Una tana non va mai guardata di sfuggita, dopo esserci affacciati appena, ma va passata al microscopio con enorme attenzione. L’oscurità è una coltre nera che protegge il pesce, ma presto si dissolve, magari aiutandoci con una luce amica, perché dopo qualche istante l’occhio si abitua alla penombra e coglie particolari che altrimenti sarebbero passati inosservati. L’esplorazione di un antro subacqueo, grande o piccolo che sia, è, del resto, il risultato di una tecnica specifica. Bisogna procedere per gradi, innanzitutto la maschera si deve affacciare all’ingresso di una grotta assieme al fucile, in maniera tale da permettere di vedere all’interno e contemporaneamente di sparare se se ne presentasse l’occasione.
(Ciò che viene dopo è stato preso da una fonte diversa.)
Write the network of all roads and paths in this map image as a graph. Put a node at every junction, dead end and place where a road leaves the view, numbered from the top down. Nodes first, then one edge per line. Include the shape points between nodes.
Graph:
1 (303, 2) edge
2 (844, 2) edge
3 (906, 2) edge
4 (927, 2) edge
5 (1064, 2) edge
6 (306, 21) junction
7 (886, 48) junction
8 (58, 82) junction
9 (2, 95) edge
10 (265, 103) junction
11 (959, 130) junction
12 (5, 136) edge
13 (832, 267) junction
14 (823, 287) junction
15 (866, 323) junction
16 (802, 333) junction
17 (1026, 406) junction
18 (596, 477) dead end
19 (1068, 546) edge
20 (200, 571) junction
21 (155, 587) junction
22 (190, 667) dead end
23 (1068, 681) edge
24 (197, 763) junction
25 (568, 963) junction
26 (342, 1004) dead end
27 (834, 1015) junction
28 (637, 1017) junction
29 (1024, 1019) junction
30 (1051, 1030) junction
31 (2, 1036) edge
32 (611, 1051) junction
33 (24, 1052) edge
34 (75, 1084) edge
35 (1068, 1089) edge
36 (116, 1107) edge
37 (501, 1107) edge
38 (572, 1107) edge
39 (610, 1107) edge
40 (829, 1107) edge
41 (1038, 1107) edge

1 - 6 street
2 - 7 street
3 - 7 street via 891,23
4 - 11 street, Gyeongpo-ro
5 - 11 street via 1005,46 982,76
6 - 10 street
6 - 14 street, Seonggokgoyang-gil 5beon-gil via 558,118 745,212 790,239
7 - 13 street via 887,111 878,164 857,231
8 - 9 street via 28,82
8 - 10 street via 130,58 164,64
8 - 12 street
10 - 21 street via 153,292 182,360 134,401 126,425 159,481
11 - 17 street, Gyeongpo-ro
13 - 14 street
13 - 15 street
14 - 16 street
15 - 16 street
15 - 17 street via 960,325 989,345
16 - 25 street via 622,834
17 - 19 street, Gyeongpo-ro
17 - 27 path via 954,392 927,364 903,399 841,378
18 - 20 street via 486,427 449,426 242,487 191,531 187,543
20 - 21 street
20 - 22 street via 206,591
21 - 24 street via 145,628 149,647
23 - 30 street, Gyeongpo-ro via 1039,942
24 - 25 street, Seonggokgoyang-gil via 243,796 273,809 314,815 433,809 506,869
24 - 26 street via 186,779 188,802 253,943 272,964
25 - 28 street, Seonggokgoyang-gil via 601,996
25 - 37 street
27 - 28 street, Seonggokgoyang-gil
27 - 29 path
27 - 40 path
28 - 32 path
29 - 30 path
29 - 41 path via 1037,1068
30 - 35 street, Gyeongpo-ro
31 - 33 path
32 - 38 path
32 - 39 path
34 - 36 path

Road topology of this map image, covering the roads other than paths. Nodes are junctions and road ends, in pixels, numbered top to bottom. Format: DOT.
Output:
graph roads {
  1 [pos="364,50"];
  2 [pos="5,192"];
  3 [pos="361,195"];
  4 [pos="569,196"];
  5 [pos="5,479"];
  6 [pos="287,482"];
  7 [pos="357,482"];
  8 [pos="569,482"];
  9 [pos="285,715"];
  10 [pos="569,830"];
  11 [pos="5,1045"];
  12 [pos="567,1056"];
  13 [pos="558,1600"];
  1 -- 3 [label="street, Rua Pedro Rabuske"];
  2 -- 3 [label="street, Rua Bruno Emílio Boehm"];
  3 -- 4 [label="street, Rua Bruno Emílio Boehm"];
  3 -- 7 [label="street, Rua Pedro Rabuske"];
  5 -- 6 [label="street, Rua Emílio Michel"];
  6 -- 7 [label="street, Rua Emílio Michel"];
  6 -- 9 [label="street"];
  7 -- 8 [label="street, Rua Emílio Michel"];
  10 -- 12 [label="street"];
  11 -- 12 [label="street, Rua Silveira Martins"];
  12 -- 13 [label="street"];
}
La perlustrazione iniziale deve essere rapida, ma precisa: guardate anche di lato e in alto e nel fondo della tana per scorgere eventuali movimenti o profili strani che possano indicare la presenza di uno Scorfano o di altre prede che cercano di mimetizzarsi. Se la tana lo permette, cominciate ad avanzare, badando di tenere il bacino ben schiacciato contro il fondo. Se così non fosse, il sedere tenderebbe a galleggiare e romperebbe l’assetto, impedendovi i movimenti, e obbligandovi a sforzi notevoli per tornare in posizione, facendo diminuire il tempo dell’apnea e contribuendo ad intorbidire l’acqua ancora di più e a permettere a un’eventuale preda di guadagnare ripari più sicuri e più tranquilli.
Man mano che entrate, in presenza di tane abbastanza profonde, badate a non perdere il contatto con l’entrata; contatto che deve essere tenuto con le gambe e con i piedi: nel caso che doveste rinculare velocemente, trovereste in questo modo l’uscita senza dovervi neppure voltare. E se la grotta dovesse essere tanto ampia da costringervi ad abbandonare il contatto con l’ingresso, prima di entrare completamente assicuratevi che non ci siano altre aperture che, una volta dentro, possano trarvi in inganno. Controluce, tutte le fessure sembrano grandi abbastanza da lasciarvi passare, mentre non è così. Ad agire in maniera troppo tempestiva, potrebbe succedervi di trovarvi in gabbia. Riflettete sempre e non rischiate mai, non ne vale la pena. Sott’acqua, specialmente se si è chiusi tra quattro pareti di roccia, il panico può arrivarvi addosso d’improvviso, spingervi a gesti inconsulti, farvi consumare più ossigeno dei previsto e farvi fare la fine del topo. Non dimenticatelo. Se la caverna da esplorare è ampia ed ha altre aperture, oltre a quella a cui vi siete affacciati, occorre prendere adeguate precauzioni, non fidatevi del vostro senso di orientamento.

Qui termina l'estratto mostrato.